One of the principles of competency medical based education (CBME) is recognizing that education is not one-size-fits-all. It is recognized that students learn differently and at different rates. The model of CBME is based on individualized learning and differentiation of students’ learning. As stated by Gruppen et al [7]:
“Competency-based education promotes a necessary flexibility in the time and sequence of what is to be learned that is regulated by the needs of the learner. Therefore, CBE allows for a highly individualized learning process rather than the traditional, lock-step, one-size-fits-all curriculum.”
This suggests that educators should be more skilled in fostering a professional practice that benefits every learner in his/her own development. Individualized learning should be supplemented with differentiated teaching practice to foster long-term, self-regulated learning habits. In addition, new emerging pedagogical practices and learning environments might pose a great challenge in if learning conditions are not optimized.

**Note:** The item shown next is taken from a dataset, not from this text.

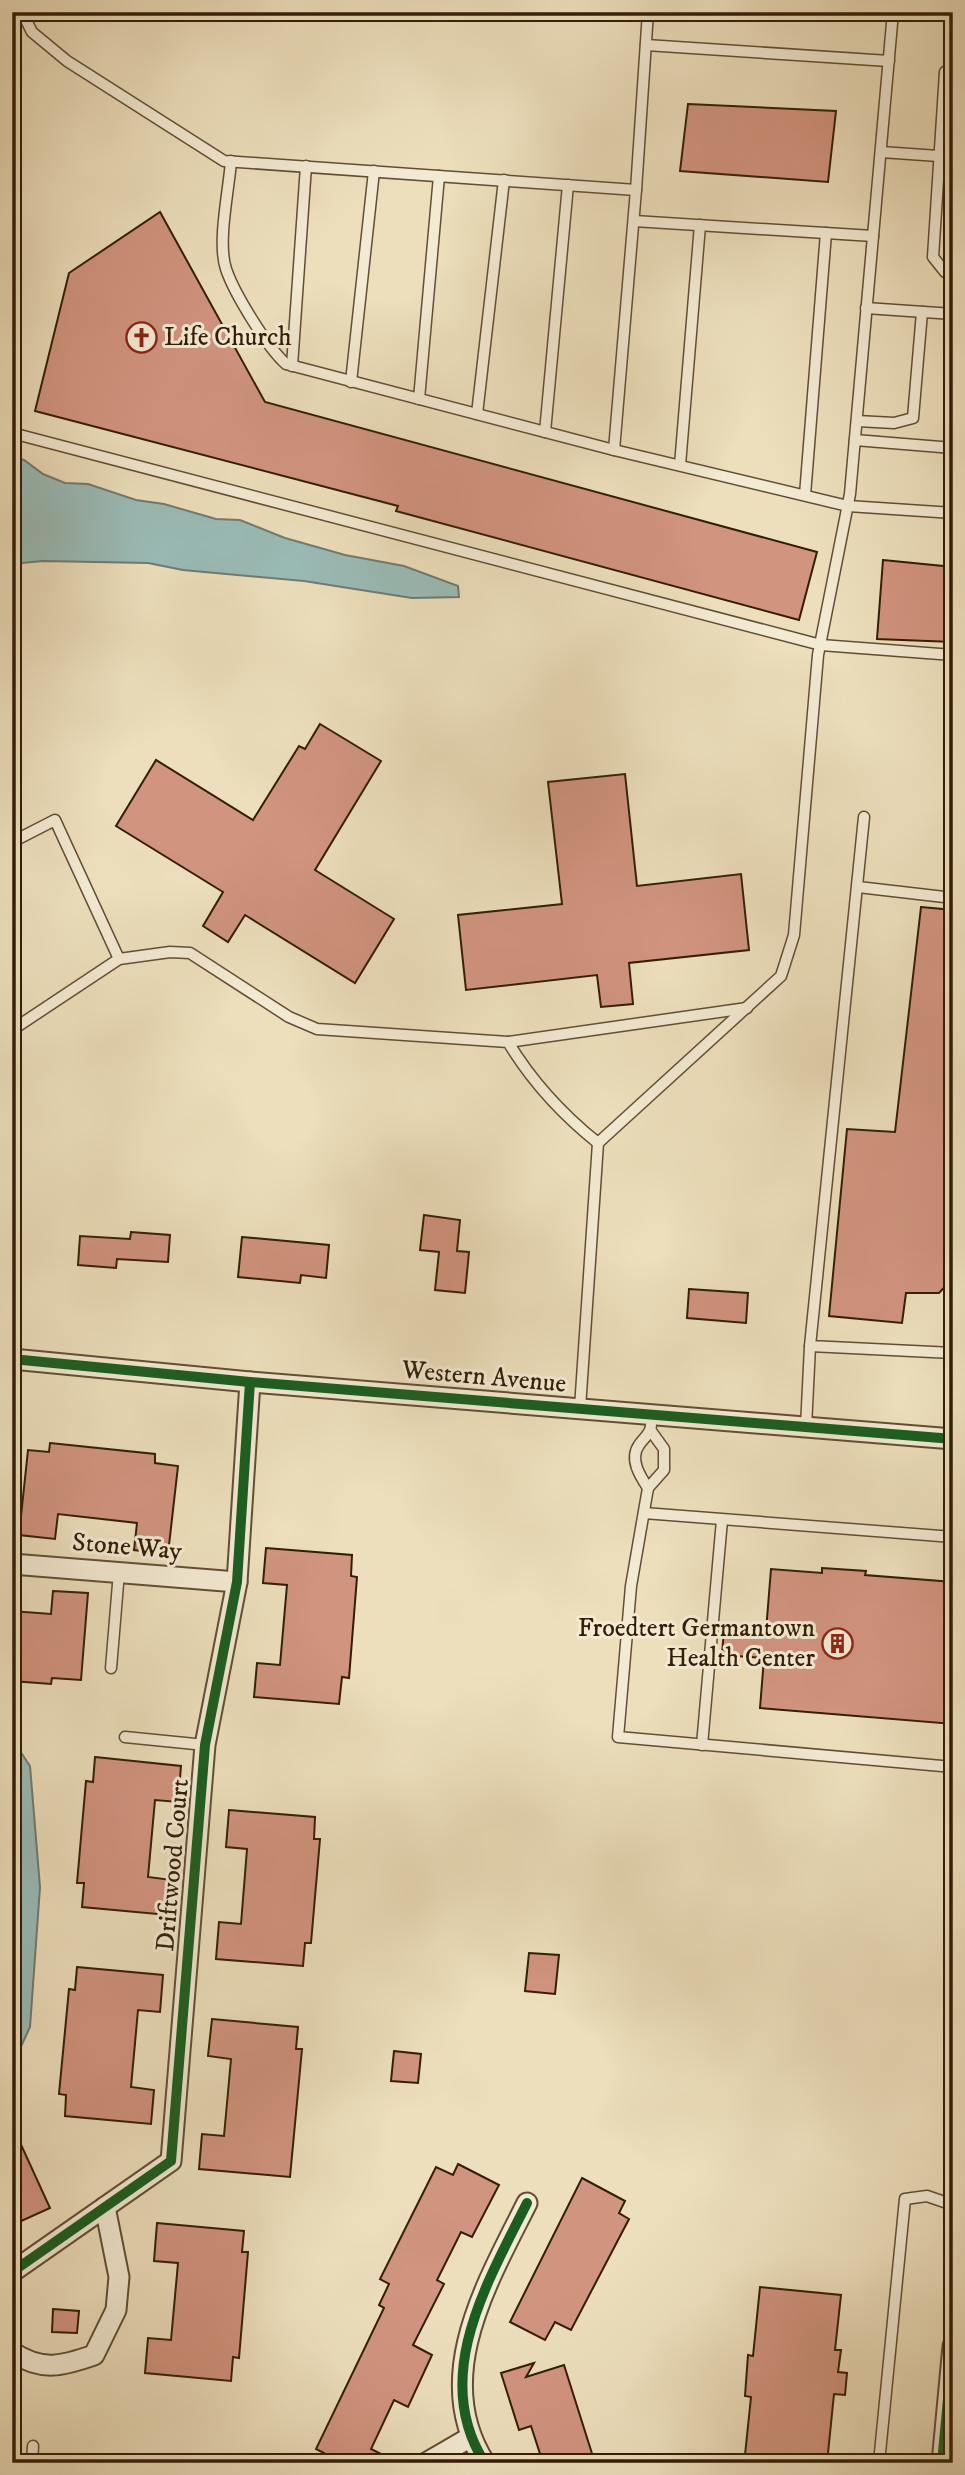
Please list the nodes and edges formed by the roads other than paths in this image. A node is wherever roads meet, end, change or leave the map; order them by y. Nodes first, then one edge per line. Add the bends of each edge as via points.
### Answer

Pedagogical practices in how we teach are not standardized

McLeod et al found a discrepancy in opinion between clinical teachers and educator experts on the importance of which pedagogical practices should have priority in medical education [8]. Differences in practice have been categorized into several factors such as location and years of practice, indicating that clinical teaching is not standardized [9]. Unfortunately, even at the professional level, practitioners do not see eye to eye when it comes to pedagogical practices. Wide variations exist, maybe even at the local level.
That being said, the basics in pedagogical knowledge may be taught [10]. Teachers can learn pedagogical practices and integrate it in their daily teaching routines. For instance, teachers can practice in an informed way if they practice in a scholarly manner [11]:
  • Implement evidence-based teaching practices
  • Make observations and reflect on their practices
  • Discuss their practice with others and obtain peer evaluations

Scholarship of Teaching and Learning

Scholarly educational practices are important, because it dispels bias, myths, misconceptions, or not optimized practices. Furthermore, the scolarship of teaching and learning (So TL) takes scholarly teaching to a higher level where the practitioner conducts research while educating and publishes the results adding to the existing body of knowledge and for others’ consideration. In this video, education experts explain what scholarship of teaching and learning means to them and the key characteristics of its practice:

The Clinician Educator

Although the practice of SoTL has been around for some time, its recognition and implementation have not been as successful as other practices delineated in Boyer’s scholarship framework. Sherbino et al identified key roles and competencies of the Clinician Educator which expand beyond bedside teaching [12]. These role and competencies may be able to help implement the principles behind the SoTL and disseminate its practice. The table below is extracted from the study and identifies important competencies of the Clinician Educator which support important aspects of teaching and learning.
Clinical Educator Competencies

Conclusion

We all have beliefs, evidenced or not, about how we learn, we are also under the influence of tradition (“we have always done it this way”). Tradition and tradition of “new” discourse might be reasons why some might find it difficult to “get off the carousel” [13]. It is very easy to think of teaching and learning as just “transferring” knowledge from a textbook or from one person to another, but we have come to understand that the process is much more complex than a simple word or theory can describe [5]. Educational research, scholarly teaching, and the scholarship of teaching and learning can bring a better informed, effective, and efficient practice to the world of medical education. We also have to keep in mind that not everything discovered in research is practical, which again brings into play the importance of context and professional judgement. The Clinician Educator can be the agent who connects the whole in medical education.